LeetCode-in-Java

1774. Closest Dessert Cost

Medium

You would like to make dessert and are preparing to buy the ingredients. You have n ice cream base flavors and m types of toppings to choose from. You must follow these rules when making your dessert:

There must be exactly one ice cream base.
You can add one or more types of topping or have no toppings at all.
There are at most two of each type of topping.
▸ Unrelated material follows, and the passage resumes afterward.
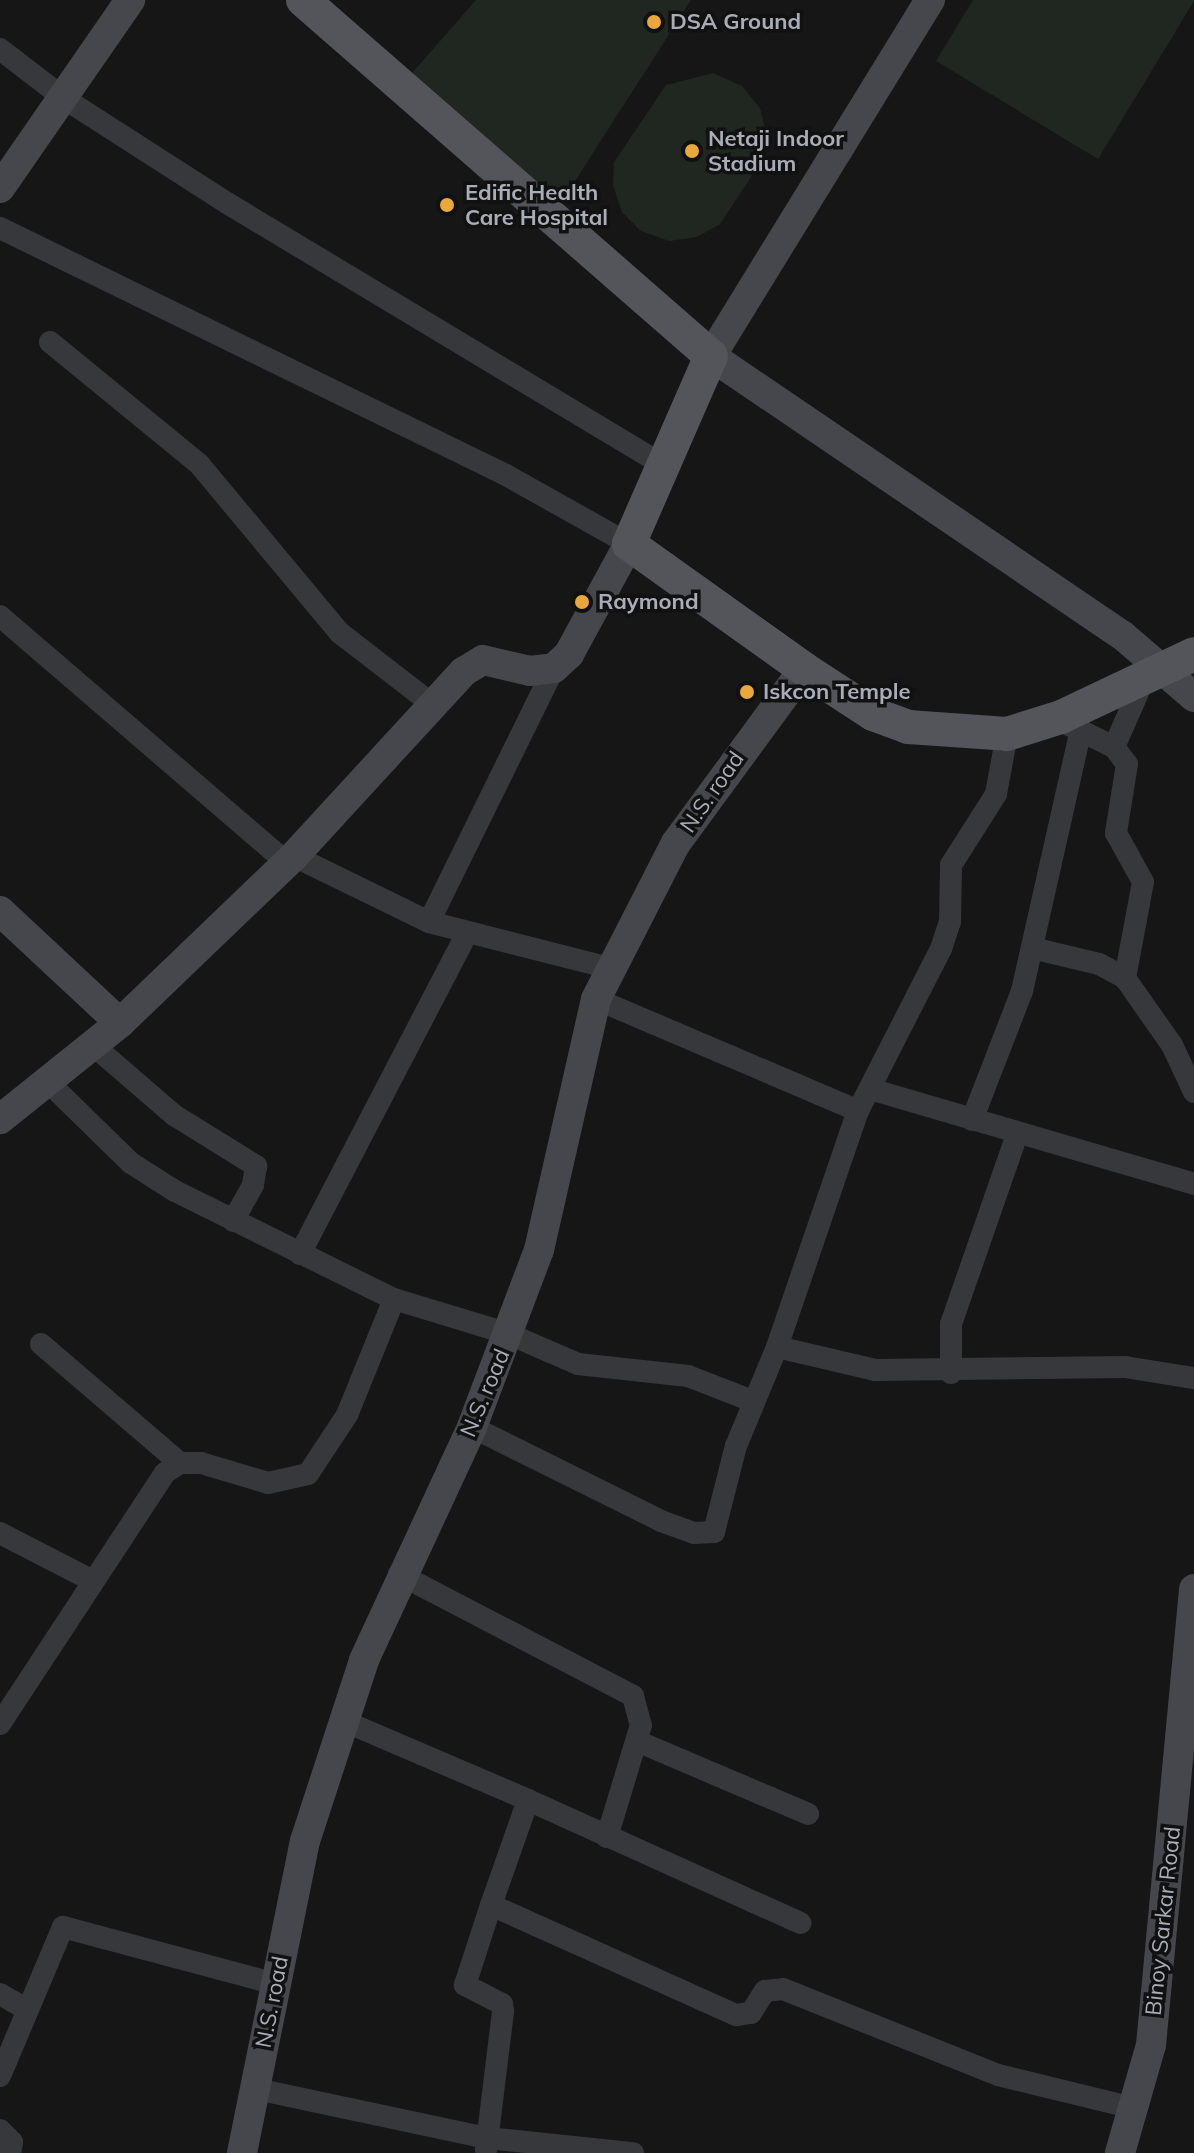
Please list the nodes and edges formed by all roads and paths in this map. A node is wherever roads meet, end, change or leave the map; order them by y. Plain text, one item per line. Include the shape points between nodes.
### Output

You are given three inputs:

baseCosts, an integer array of length n, where each baseCosts[i] represents the price of the i^th ice cream base flavor.
toppingCosts, an integer array of length m, where each toppingCosts[i] is the price of one of the i^th topping.
target, an integer representing your target price for dessert.

You want to make a dessert with a total cost as close to target as possible.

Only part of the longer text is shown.